A priori, le principe de connotation que Barthes31 dénonçait avec verve et bonheur, devrait s'opposer au capital puisqu'il structure les éléments du monde en les associant à des qualités – démarche opposée au capital qui ôte les qualités des choses, nous l'avons vu.

Proposition 196
La religion capitaliste organise les consciences par les associations automatiques de la pensée bourgeoise, des connotations.
Proposition 197
Les associations de pensée automatiques prolétarisent le cadre de pensée.

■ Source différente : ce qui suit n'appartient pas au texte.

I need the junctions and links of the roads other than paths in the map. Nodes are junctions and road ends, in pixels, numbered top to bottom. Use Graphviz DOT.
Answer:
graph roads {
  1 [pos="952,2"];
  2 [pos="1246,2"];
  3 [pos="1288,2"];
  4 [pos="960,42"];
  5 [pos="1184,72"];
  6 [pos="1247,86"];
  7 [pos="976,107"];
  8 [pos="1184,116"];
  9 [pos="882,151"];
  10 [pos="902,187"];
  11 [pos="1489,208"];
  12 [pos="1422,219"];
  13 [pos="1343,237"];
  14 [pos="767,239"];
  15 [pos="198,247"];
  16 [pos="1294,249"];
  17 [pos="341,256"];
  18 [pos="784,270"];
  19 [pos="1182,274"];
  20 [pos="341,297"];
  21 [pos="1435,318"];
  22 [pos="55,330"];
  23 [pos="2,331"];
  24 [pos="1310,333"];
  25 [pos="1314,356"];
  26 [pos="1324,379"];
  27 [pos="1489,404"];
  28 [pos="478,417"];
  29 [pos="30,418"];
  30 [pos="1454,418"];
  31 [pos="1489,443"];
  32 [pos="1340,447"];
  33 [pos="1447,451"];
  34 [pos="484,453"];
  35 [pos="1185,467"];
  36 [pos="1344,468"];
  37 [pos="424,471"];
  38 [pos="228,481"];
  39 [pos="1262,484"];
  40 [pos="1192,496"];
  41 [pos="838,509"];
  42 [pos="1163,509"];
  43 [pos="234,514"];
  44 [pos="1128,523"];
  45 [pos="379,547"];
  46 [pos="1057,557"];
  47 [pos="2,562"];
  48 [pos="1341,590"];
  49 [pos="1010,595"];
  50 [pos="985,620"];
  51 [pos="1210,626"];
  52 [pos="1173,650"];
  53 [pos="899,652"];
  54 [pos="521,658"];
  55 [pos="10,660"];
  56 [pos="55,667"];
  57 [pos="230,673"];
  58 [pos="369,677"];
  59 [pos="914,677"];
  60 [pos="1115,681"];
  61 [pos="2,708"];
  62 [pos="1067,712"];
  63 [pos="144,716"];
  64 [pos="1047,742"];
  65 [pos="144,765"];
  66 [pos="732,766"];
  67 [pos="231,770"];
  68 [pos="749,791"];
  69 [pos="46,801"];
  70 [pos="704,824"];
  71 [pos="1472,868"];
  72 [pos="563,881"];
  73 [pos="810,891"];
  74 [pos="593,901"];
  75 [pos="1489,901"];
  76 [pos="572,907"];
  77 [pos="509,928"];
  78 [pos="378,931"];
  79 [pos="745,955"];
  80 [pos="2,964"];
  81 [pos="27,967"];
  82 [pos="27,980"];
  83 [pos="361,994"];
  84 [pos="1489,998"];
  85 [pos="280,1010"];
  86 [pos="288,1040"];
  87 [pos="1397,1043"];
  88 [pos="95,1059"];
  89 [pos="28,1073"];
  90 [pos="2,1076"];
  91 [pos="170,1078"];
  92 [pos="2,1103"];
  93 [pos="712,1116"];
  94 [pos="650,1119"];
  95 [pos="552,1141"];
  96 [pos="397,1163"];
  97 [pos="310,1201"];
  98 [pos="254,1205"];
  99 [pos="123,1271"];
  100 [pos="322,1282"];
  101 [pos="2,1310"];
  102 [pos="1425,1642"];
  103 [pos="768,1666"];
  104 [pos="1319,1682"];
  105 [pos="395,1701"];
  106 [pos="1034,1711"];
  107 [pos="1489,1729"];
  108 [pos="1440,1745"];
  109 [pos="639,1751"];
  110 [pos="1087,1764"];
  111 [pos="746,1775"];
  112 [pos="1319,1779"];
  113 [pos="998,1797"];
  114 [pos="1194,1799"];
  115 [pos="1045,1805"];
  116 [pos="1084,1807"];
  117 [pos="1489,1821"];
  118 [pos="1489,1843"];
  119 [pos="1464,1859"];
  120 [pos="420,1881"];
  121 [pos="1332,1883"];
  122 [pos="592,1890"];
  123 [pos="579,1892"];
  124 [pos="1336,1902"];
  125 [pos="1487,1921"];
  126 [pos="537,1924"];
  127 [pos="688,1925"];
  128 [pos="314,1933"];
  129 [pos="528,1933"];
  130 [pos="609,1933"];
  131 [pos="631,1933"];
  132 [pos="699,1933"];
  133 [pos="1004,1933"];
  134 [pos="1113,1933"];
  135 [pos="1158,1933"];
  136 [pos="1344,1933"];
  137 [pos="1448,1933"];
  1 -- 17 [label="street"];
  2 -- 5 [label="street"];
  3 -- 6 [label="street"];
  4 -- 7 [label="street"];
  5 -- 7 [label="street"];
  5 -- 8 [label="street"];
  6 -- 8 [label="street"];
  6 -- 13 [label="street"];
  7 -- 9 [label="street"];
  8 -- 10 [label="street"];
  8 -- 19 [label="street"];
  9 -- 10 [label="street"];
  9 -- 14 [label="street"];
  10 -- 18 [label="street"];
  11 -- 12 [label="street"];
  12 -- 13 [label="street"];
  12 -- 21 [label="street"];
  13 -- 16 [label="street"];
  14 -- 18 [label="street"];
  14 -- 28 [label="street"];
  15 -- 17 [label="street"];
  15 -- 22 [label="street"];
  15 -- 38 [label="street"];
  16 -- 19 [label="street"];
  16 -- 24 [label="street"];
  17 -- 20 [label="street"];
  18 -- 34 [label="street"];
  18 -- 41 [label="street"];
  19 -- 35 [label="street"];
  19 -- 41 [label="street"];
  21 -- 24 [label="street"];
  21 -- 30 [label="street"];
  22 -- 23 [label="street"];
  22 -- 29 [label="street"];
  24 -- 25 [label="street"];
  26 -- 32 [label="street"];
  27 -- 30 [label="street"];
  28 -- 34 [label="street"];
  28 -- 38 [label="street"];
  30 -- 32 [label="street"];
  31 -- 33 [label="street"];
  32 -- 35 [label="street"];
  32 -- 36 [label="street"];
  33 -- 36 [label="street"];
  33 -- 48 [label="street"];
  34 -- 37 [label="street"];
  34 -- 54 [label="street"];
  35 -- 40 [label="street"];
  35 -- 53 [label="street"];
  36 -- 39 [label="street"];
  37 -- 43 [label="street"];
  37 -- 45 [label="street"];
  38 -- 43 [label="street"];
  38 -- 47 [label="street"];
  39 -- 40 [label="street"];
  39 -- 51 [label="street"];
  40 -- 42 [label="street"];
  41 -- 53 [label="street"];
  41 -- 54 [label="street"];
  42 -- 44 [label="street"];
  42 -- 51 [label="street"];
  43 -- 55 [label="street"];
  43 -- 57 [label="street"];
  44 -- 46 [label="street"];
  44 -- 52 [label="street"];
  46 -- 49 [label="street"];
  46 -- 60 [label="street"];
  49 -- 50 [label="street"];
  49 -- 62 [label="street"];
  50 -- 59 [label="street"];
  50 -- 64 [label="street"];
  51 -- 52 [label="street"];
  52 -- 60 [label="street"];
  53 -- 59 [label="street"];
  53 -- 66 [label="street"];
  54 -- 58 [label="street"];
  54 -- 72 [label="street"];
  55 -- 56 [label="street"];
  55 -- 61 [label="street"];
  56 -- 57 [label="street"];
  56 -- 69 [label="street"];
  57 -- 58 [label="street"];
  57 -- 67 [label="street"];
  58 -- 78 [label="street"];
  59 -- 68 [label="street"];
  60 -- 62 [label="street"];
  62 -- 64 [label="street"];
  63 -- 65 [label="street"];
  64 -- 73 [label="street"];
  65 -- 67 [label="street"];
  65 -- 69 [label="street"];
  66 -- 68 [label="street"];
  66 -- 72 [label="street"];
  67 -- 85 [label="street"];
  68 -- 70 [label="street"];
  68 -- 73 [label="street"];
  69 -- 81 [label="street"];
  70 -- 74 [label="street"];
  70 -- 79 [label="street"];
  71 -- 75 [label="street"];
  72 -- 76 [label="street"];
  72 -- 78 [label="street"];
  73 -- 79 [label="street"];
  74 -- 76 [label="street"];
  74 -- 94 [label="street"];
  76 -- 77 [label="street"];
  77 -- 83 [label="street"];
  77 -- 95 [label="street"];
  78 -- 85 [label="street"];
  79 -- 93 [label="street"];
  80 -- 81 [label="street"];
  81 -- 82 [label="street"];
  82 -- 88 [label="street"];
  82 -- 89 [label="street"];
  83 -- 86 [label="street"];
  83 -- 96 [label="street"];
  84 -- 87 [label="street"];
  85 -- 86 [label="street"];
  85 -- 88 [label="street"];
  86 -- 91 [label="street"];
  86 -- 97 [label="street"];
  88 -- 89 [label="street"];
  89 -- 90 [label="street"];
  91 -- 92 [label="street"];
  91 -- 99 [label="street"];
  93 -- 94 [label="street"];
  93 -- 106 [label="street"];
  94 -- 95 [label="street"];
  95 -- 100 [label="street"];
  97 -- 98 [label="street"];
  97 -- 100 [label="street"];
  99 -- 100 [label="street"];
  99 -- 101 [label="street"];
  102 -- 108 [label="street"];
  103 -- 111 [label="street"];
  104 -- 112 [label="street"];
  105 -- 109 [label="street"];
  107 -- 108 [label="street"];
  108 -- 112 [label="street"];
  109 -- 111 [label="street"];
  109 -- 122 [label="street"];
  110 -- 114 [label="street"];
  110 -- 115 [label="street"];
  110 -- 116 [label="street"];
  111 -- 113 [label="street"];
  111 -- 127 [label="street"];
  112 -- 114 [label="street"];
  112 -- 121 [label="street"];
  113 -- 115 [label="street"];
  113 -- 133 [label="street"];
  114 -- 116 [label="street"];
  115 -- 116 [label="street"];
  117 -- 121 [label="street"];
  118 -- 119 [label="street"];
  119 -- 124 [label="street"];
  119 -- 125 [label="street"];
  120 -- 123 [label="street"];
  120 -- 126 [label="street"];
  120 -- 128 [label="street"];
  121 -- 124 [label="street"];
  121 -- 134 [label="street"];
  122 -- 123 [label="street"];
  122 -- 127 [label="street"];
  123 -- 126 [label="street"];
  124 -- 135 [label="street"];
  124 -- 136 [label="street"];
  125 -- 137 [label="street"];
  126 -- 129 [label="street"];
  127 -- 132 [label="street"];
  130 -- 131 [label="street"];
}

Pourtant, les connotations fonctionnent comme une force de naturalisation de la pensée bourgeoise. En naturalisant la pensée des propriétaires lucratifs, en la rendant évidente, elles rendent inaudibles toute perspective alternative alors que l'identité sociale de la petite-bourgeoise tend à devenir universelle. La pensée des propriétaires lucratifs fonctionne comme une série de fausses alternatives32. Au lieu de se demander s'il faut augmenter les cotisations sociales, cette pensée pose la fausse alternative augmentation de l'âge de la retraite et diminution des prestations de retraites. En posant cette alternative, on coince la pensée dans le cadre du maintien du budget des pensions – cadre éminemment idéologique et parfaitement stupide en termes économiques puisque, comme nous l'avons vu, les salaires (et, parmi eux les retraites) créent le PIB, la valeur économique33. Les composants non bourgeois de l'identité sociale composite sont alors exilés de l'espace de représentation qui se présente comme langage, avec la naturalité du langage. La déréalisation du λογοζ que définit cette dynamique prolétarise la pensée même, elle exile l'être de son espace de représentation dans ses caractéristiques propres. Ce faisant, la logique de la connotation phagocyte le langage puisque le signifiant ne renvoie à rien de tangible tant le monde de la représentation, le λογοζ, est appauvri par les ersatz conceptuels, les prêts-à-penser, la pensée bourgeoise et ses a priori ou, pour parler comme Flaubert, ses idées reçues34. Ce processus entraîne la subjectivisation de la pensée, elle participe à l'atomisation d'individus interchangeables et, au-delà de ce caractère auto-immun de la pensée bourgeoise, c'est le signifié lui-même qui est atomisé. On assiste alors à l'émergence d'un langage sans sens, d'un λογοζ sans intention, sans acte illocutoire, on assiste à l'émergence d'un espace de représentation qui exile le sujet et sa subjectivité, son conatus. On parle pour ne rien dire.



À l'instar de la logique de la valeur, l'association automatique tue la puissance d'individuation de la pensée, sa capacité à devenir ce qu'elle n'est pas. Le sujet pensant par machines-à-penser, par concepts standardisés subit une pensée comme la marchandise subit le prix, comme le travailleur subit le profit. La vie n'est plus une opportunité mais une fatalité sujette à récrimination, une réalité qu'on regarde par le prisme de la pensée automatique comme on regarde un écran, comme le temps du téléspectateur se love dans celui du programme, de la chaîne.

La chaîne s'est faite association, l'association pensée, et la pensée organise dans les décombres de l'être ensemble le spectacle de la société.

Ce qui était ennemi du capital participe de l'atomisation et de la prolétarisation, le langage et la logique deviennent des machines à obéir, à suivre, à fonctionner, à intégrer et à exiler la puissance, la volonté et l'identité en devenir de l'être.